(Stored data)
*** Begin section ***

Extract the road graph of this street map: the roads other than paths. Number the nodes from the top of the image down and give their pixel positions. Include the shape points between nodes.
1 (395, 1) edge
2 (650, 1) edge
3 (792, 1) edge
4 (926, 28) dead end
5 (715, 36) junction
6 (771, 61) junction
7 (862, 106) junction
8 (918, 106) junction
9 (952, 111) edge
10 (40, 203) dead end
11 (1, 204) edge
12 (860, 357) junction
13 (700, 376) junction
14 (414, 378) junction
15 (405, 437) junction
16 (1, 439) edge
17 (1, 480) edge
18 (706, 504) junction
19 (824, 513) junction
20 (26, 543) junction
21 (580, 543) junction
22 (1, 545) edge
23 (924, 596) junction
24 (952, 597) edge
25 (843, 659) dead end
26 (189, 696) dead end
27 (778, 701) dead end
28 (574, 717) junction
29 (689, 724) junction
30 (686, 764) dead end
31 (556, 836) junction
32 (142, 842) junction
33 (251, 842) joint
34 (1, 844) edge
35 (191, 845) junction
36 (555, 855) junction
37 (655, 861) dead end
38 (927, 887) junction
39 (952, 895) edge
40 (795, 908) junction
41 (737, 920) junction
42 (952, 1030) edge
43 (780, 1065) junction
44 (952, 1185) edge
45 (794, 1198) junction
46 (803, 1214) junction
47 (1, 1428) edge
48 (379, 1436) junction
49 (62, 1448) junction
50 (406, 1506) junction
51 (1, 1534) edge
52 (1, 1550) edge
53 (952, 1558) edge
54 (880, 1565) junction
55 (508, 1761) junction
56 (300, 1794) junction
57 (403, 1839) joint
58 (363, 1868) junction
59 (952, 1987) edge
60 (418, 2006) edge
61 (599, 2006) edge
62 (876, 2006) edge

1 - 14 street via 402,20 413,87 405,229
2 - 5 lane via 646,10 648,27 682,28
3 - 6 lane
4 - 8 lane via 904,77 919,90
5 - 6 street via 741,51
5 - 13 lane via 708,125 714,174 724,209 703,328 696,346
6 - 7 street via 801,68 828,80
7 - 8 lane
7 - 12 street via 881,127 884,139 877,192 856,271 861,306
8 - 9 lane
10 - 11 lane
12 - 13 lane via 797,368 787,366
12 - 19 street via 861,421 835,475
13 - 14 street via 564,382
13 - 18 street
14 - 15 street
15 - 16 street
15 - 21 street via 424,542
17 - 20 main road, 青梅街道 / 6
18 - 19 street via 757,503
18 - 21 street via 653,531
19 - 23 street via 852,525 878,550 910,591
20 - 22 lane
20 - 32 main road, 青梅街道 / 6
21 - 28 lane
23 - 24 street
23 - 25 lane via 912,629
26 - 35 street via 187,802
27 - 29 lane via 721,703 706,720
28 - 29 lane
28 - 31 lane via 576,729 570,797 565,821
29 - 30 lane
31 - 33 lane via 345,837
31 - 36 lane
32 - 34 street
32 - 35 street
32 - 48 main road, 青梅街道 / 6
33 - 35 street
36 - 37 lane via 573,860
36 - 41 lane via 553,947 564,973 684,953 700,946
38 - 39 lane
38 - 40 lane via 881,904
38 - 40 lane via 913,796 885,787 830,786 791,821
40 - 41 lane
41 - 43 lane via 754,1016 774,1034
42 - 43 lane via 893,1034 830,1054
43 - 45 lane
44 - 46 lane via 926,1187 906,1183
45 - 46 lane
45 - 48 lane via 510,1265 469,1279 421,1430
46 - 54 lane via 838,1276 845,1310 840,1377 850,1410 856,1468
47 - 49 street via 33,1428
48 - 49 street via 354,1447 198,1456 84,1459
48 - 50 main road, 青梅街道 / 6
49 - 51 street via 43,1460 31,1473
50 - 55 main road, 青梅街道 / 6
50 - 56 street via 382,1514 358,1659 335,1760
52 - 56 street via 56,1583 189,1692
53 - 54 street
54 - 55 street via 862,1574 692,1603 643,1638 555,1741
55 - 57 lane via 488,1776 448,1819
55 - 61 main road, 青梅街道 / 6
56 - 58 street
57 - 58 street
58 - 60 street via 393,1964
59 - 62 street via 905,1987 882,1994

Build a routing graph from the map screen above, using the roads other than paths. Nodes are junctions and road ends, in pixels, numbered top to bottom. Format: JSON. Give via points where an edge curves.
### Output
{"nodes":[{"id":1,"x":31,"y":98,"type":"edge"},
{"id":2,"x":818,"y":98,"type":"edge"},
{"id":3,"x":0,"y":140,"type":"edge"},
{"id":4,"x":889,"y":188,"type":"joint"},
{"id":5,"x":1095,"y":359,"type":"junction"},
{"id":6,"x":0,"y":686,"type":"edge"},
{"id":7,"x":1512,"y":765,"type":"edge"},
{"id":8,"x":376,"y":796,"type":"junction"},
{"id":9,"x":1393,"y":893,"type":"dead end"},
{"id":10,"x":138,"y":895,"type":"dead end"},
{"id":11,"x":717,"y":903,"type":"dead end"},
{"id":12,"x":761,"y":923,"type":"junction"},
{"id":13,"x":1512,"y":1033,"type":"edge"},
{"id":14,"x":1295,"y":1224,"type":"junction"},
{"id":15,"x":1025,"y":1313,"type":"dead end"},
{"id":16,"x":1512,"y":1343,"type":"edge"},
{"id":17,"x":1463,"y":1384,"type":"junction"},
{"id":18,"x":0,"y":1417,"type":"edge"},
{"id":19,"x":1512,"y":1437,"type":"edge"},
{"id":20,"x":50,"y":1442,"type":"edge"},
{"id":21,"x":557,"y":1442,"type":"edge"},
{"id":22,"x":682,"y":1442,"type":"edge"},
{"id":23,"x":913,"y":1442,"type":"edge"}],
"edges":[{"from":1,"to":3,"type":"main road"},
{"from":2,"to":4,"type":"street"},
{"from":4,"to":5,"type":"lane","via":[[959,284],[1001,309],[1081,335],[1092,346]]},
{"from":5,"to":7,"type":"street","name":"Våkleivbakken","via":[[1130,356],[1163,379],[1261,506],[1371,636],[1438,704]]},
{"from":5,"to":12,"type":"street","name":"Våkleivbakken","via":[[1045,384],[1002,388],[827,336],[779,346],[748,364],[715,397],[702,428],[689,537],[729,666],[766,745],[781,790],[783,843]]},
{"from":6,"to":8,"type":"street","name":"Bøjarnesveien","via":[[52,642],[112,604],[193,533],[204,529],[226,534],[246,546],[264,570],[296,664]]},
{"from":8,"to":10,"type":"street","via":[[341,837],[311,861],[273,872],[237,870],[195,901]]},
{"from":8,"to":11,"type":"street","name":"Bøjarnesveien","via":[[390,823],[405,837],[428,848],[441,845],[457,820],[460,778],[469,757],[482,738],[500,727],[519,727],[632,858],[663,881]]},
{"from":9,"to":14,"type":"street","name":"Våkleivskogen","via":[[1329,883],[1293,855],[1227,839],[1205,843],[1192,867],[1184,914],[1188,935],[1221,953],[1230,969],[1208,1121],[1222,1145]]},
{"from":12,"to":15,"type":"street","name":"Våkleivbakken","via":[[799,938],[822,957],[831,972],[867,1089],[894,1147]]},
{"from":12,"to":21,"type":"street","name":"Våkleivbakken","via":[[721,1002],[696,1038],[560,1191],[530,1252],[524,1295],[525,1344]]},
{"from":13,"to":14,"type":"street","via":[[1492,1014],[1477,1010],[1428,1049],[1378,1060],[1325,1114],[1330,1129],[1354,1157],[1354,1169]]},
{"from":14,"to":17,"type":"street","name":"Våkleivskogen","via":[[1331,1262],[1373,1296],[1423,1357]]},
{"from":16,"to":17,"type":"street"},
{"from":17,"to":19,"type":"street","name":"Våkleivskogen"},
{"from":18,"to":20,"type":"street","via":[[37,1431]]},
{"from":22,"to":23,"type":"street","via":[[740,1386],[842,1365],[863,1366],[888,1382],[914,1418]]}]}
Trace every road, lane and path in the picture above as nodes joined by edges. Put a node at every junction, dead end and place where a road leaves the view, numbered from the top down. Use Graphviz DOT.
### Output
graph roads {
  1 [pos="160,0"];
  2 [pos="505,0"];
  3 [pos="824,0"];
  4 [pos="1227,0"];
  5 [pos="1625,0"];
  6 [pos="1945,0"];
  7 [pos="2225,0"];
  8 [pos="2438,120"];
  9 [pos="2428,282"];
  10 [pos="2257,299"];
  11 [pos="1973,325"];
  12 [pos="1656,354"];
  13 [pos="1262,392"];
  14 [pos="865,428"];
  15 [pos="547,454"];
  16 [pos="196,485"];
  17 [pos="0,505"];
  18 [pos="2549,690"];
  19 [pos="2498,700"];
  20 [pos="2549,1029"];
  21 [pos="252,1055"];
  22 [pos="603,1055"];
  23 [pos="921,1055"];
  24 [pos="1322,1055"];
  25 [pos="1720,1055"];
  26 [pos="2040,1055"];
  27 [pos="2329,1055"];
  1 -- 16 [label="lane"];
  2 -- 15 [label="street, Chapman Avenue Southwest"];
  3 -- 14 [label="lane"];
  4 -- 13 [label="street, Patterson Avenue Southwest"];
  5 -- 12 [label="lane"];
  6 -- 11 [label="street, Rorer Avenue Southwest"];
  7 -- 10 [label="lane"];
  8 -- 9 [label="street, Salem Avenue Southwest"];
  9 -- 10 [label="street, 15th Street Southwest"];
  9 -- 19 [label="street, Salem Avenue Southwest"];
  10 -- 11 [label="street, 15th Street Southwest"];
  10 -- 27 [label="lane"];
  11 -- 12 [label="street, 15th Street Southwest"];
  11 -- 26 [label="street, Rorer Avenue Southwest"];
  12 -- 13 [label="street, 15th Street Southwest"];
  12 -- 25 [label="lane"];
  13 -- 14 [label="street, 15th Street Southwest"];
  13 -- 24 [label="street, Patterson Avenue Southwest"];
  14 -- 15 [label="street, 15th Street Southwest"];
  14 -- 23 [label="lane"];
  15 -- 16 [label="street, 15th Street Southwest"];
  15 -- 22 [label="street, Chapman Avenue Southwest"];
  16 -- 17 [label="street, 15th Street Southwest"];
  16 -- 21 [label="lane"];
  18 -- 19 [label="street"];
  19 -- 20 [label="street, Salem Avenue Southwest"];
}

*** End section ***

▸ **Task item**:
Using the records above, copy all lines that include the word "Salem".

▸ **Output of the task**:
  8 -- 9 [label="street, Salem Avenue Southwest"];
  9 -- 19 [label="street, Salem Avenue Southwest"];
  19 -- 20 [label="street, Salem Avenue Southwest"];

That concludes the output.